Originally Posted by
rotebass
Just go to your corner, and leave your false information out of this thread. Is that aggressive enough for you?
Square wave may have been an over simplification (it's almost as if I should have somehow referenced that is was a simplified explaination :rolleyes:), a symmetrically clipped signal will cause the RMS (average) power delivered by the amplifier to the speaker to increase, therefore heat generated by the individual components is going to increase. The more you clip that signal the higher the average power delivered to the speakers, the more heat has to be dissipated by the components.
If you are smart enough to over spec the system for that particular job, you can usually depend on a good limiter (preferably per pass band) to keep that RMS voltage in a range that is safe for your system to operate. If you are one of the majority, and you decided to save a few bucks and spec out just enough or even not enough rig for the job, in this case it's not uncommon to push the system to the limit even with a perfectly devised gain structure and the margin for error becomes unsettlingly small.
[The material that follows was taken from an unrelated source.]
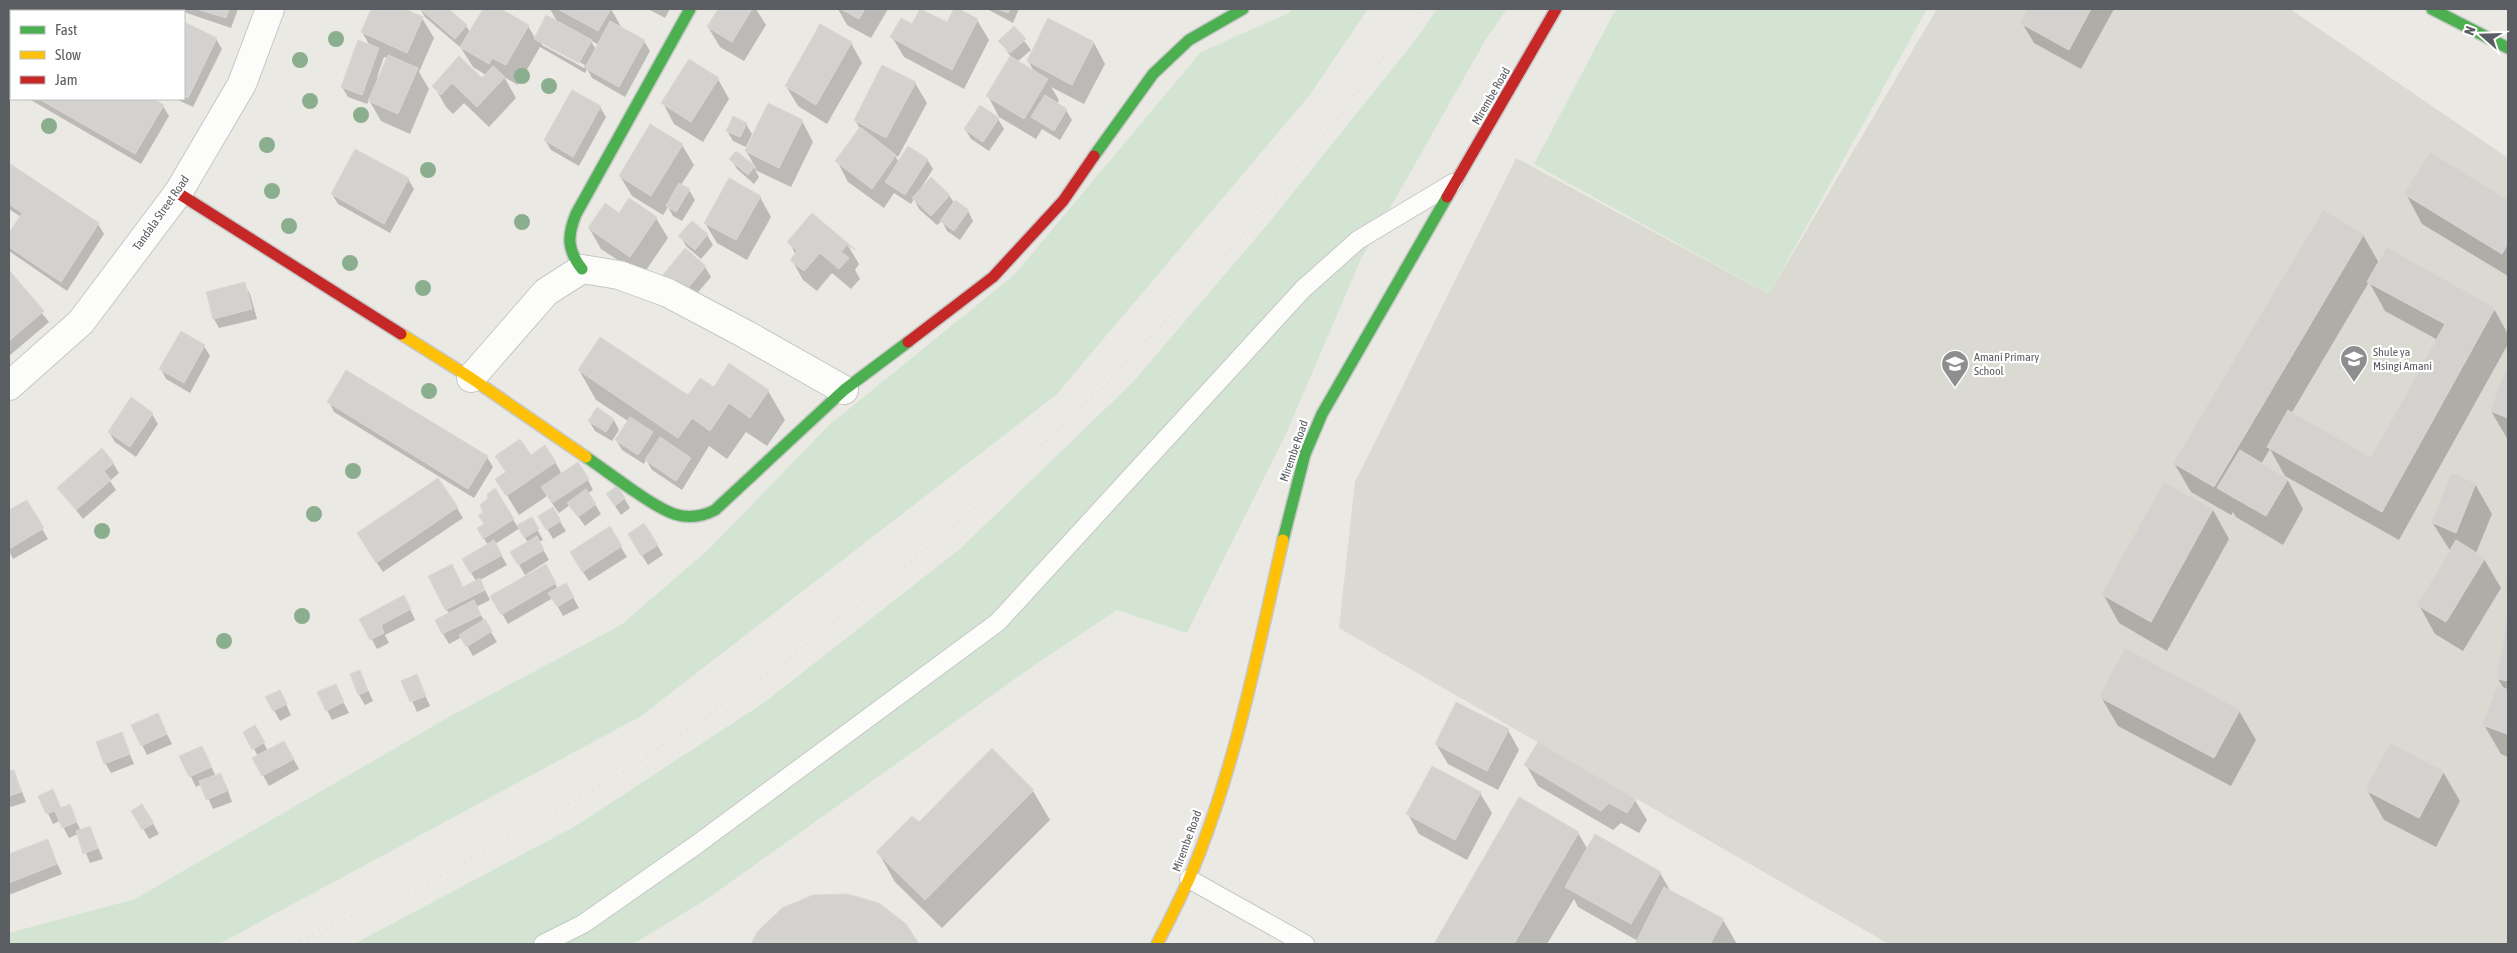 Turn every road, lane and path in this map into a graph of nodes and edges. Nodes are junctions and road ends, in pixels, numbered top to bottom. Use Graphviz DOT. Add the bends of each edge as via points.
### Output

In bass heavy music, it's usually the subs that will go first, it just becomes a question of whether they fail thermally (voice coil over heating and either deforming so that it rubs against the rest of the motor assemble, or simply burning until it becomes an open circuit) or physically (voice coil leaving the magnetic gap and doesn't go back in, or basket separates from cone, im sure there are other ways it can happen these are just two that I've watched happen).
Did you know that the adhesive they use on speakers is flammable? I learned that while watching a DJ, we were running a VZ5000 into 4 JBL 2x18 subs in a 300 cap bar, so the rig was definitely not under spec'ed, he just kept driving the signal so hard that the subs couldn't dissipate the heat being generated. One of the drivers was recently reconed and the glue actually ignited a fire.